On 7/5/06, David Brownell <[EMAIL PROTECTED]> wrote:
> On Wednesday 05 July 2006 7:16 am, Christopher Montgomery wrote:

> Odd ... "interwoven" certainly allows gaps, and all of your
> additional details agree completely with the facts as I had
> pointed out.

I think we both actually agree on all but the semantics at this point,
so there's no real reason to continue this particular argument...

>  In particular, that transfer errors will start
> long before usbcore has any clue that the root cause is that
> the device has been disconnected.  You need to be re-thinking
> a bunch of things if you believe otherwise.

I see that's exactly what's happening.  It merely seems.... unfortunate.

> Even so, incremental patches are a requirement.

The problem is that the patch isn't a modification; it's a redesign.
It removes the old frame/uframe budgeting code entirely and implements
a new self-contained abstraction to perform the budgeting task. The
ehci code that does the physical schedule manipulation is essentially
unchanged.

Regardless, I intend to follow policy to the best of my ability here,
so I'll be looking for fissures I can use to split it apart.  Some
auxiliary pieces can indeed be split out.

> There are several
> independent chunks of the scheduler ... in fact, several distinct
> schedulers (for TT, QH, and ISO), and lots of non-scheduler code
> that's just to maintain data structures.

The independent chunks are largely unified now.

Let me clarify some terminology I'm using so this doesn't get
confusing (I've been screwing this part up till now, so I'm going to
be more careful):

'Scheduling' is the act of manipulating the hardware and shadow
schedules, that is, interaction with the HC's physical periodic
schedule [and the shadow schedule].  In fact, this code is largely
unaffected.  The changes I've made here are incremental and can be
split out (primarily adding machinery to manipulate sITD backpointers
and FSTNs).

'Budgeting' is the precalculation of where transactions are to be
scheduled, determining in entirety where the scheduler will put all
future transactions before the scheduler does anything.  This is a
new, self-contained layer that implements new data structures.  It is
truly periodic (no sliding windows; budgeting is done for the lifetime
of an endpoint's activity). It does not interact with the scheduler;
the scheduler inspects the results of the budgeting layer to determine
where to schedule things.  This is the piece of code that isn't
splittable into pieces as it simply didn't exist before.

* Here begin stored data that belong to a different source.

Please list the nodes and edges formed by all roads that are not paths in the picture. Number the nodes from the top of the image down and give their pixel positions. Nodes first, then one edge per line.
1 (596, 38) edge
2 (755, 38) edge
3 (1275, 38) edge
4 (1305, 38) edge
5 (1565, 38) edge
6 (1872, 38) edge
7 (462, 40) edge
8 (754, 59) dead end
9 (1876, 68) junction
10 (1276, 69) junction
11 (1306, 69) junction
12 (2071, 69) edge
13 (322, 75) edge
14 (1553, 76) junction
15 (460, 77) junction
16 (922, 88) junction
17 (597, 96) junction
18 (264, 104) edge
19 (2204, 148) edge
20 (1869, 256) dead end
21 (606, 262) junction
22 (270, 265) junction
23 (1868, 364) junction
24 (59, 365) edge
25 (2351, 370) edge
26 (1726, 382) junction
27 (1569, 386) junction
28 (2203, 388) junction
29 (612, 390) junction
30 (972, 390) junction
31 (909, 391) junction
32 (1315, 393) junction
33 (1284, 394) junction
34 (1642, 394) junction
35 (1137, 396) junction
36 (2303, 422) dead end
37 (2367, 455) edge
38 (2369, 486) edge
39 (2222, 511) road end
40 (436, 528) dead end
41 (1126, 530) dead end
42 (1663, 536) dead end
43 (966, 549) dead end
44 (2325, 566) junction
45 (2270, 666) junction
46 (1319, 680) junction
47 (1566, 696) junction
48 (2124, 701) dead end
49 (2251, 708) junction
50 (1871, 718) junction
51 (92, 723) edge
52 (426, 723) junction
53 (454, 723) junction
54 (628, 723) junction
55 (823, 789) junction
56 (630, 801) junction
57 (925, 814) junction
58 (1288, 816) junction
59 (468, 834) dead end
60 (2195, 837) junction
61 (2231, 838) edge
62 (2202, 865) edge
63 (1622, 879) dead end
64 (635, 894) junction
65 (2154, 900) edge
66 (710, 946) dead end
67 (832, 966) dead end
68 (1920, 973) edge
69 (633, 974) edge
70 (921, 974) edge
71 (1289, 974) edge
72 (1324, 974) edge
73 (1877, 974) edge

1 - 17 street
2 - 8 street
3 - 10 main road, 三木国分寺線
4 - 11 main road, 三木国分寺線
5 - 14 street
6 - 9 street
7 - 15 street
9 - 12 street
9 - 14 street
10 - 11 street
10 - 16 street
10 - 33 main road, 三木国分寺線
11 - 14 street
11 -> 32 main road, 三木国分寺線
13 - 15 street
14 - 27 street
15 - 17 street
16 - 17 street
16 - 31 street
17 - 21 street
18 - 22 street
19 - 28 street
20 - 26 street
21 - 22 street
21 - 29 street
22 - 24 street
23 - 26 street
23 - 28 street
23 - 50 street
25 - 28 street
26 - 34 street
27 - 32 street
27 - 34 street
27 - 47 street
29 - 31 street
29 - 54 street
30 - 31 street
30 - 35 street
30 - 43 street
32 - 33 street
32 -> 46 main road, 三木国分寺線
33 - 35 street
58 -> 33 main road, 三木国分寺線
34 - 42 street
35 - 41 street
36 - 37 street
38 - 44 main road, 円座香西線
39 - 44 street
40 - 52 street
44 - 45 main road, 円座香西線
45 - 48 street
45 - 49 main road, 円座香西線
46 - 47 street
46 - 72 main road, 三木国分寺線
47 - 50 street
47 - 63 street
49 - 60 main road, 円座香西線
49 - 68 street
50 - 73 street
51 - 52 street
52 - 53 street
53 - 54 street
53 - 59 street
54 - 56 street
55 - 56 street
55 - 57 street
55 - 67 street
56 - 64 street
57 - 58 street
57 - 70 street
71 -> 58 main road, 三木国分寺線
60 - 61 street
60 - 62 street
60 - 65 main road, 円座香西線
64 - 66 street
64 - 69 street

> From what you've said so far, there is no evidence of anything
> that's "logically flawed".

I disagreee, and we've already discussed that.  I'll name a few, and
they all go directly to the way the current budgeting is designed, not
the way it's implemented.

1) Budgeting is [potentially] done from-scratch with every new URB
submitted.  It is possible, for example, for an isoch stream to
suddenly throw ENOSPC two hours into a professional recording session
because the budget wasn't fully determined beforehand, and it just got
'unlucky'.

2) Continuous rebudgeting is computationally expensive; you were
worried about CPU usage, here's likely the biggest sink in the usb
code.

3) When a previous URB's budget is reused in the same stream (the
opposite of the continually budgeted case; I see streams randomly fall
into one camp or the other), the reused budget is not checked for
correctness; it merely assumes no new endpoints have become active and
blindly installs it into the schedule.  Accordingly, new URBs cannot
budget against a complete periodic schedule, only what is in the
fraction of it used right now by the current sliding windows.  For
this reason, overallocation errors are rampant.

4) despite 480Mbps, so much bandwidth is wasted, i can't push 9Mbps to
a FS audio device behind a hub.  Dan's patch does improve things
significantly, but not enough for my devices to work.  This is a
problem that goes to the heart of the budgeting algorithm, and this is
mostly seperable from the scheduling mechanics (until you realize that
FSTNs and sITD backpointers are an integral part of wasting less than
half of every FS frame).

> Such evidence can, in my experience,
> be boiled down to a number of individual flaws ... and if it can't,
> that's highly suggestive of the wrong problem being addressed.

Budgeting against a sliding window is more than half of the problem
and it is fundamental to the way the current code works.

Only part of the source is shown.